• [THE RECORDS]:
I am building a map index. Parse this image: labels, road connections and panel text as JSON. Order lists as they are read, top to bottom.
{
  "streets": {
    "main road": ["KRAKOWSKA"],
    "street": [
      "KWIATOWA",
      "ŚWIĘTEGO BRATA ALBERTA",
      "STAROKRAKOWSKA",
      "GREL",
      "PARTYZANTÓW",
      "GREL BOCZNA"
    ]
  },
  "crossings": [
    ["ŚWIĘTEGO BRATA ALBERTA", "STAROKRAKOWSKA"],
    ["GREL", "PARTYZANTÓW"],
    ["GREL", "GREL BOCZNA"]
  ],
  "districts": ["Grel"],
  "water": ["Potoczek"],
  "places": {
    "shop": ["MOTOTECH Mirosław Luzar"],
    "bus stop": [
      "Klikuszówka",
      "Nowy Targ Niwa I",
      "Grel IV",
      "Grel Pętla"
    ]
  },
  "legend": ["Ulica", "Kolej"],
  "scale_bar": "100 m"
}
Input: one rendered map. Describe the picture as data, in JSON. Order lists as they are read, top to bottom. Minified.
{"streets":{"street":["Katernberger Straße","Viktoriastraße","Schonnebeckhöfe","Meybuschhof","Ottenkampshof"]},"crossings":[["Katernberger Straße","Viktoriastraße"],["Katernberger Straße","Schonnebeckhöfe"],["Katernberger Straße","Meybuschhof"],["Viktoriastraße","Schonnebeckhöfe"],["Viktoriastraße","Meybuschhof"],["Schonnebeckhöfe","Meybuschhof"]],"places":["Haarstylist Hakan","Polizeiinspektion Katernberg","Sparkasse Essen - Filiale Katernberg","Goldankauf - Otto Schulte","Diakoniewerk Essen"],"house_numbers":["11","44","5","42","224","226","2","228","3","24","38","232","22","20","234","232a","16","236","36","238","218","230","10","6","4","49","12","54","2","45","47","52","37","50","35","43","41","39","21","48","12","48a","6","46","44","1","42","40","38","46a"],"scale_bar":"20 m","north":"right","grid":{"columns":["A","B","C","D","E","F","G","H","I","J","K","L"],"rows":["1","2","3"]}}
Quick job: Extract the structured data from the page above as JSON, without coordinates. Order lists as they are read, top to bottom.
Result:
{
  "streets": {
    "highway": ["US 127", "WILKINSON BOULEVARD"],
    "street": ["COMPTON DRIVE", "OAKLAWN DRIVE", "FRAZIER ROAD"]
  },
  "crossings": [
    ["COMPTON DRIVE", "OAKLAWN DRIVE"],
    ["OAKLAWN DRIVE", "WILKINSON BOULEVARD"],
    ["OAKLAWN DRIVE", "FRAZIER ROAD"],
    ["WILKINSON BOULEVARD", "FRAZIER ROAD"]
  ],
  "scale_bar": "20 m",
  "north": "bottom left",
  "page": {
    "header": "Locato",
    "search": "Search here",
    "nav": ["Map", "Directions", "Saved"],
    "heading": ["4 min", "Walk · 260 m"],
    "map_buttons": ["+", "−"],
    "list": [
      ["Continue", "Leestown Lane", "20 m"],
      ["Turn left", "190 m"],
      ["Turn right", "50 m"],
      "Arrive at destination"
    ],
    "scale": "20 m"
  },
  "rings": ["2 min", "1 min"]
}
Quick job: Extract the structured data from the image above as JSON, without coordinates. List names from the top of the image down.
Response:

• [ABOUT THIS EXERCISE]:
Retype every record without alteration.

• [COMPLETED EXERCISE]:
I am building a map index. Parse this image: labels, road connections and panel text as JSON. Order lists as they are read, top to bottom.
{
  "streets": {
    "main road": ["KRAKOWSKA"],
    "street": [
      "KWIATOWA",
      "ŚWIĘTEGO BRATA ALBERTA",
      "STAROKRAKOWSKA",
      "GREL",
      "PARTYZANTÓW",
      "GREL BOCZNA"
    ]
  },
  "crossings": [
    ["ŚWIĘTEGO BRATA ALBERTA", "STAROKRAKOWSKA"],
    ["GREL", "PARTYZANTÓW"],
    ["GREL", "GREL BOCZNA"]
  ],
  "districts": ["Grel"],
  "water": ["Potoczek"],
  "places": {
    "shop": ["MOTOTECH Mirosław Luzar"],
    "bus stop": [
      "Klikuszówka",
      "Nowy Targ Niwa I",
      "Grel IV",
      "Grel Pętla"
    ]
  },
  "legend": ["Ulica", "Kolej"],
  "scale_bar": "100 m"
}
Input: one rendered map. Describe the picture as data, in JSON. Order lists as they are read, top to bottom. Minified.
{"streets":{"street":["Katernberger Straße","Viktoriastraße","Schonnebeckhöfe","Meybuschhof","Ottenkampshof"]},"crossings":[["Katernberger Straße","Viktoriastraße"],["Katernberger Straße","Schonnebeckhöfe"],["Katernberger Straße","Meybuschhof"],["Viktoriastraße","Schonnebeckhöfe"],["Viktoriastraße","Meybuschhof"],["Schonnebeckhöfe","Meybuschhof"]],"places":["Haarstylist Hakan","Polizeiinspektion Katernberg","Sparkasse Essen - Filiale Katernberg","Goldankauf - Otto Schulte","Diakoniewerk Essen"],"house_numbers":["11","44","5","42","224","226","2","228","3","24","38","232","22","20","234","232a","16","236","36","238","218","230","10","6","4","49","12","54","2","45","47","52","37","50","35","43","41","39","21","48","12","48a","6","46","44","1","42","40","38","46a"],"scale_bar":"20 m","north":"right","grid":{"columns":["A","B","C","D","E","F","G","H","I","J","K","L"],"rows":["1","2","3"]}}
Quick job: Extract the structured data from the page above as JSON, without coordinates. Order lists as they are read, top to bottom.
Result:
{
  "streets": {
    "highway": ["US 127", "WILKINSON BOULEVARD"],
    "street": ["COMPTON DRIVE", "OAKLAWN DRIVE", "FRAZIER ROAD"]
  },
  "crossings": [
    ["COMPTON DRIVE", "OAKLAWN DRIVE"],
    ["OAKLAWN DRIVE", "WILKINSON BOULEVARD"],
    ["OAKLAWN DRIVE", "FRAZIER ROAD"],
    ["WILKINSON BOULEVARD", "FRAZIER ROAD"]
  ],
  "scale_bar": "20 m",
  "north": "bottom left",
  "page": {
    "header": "Locato",
    "search": "Search here",
    "nav": ["Map", "Directions", "Saved"],
    "heading": ["4 min", "Walk · 260 m"],
    "map_buttons": ["+", "−"],
    "list": [
      ["Continue", "Leestown Lane", "20 m"],
      ["Turn left", "190 m"],
      ["Turn right", "50 m"],
      "Arrive at destination"
    ],
    "scale": "20 m"
  },
  "rings": ["2 min", "1 min"]
}
Quick job: Extract the structured data from the image above as JSON, without coordinates. List names from the top of the image down.
Response:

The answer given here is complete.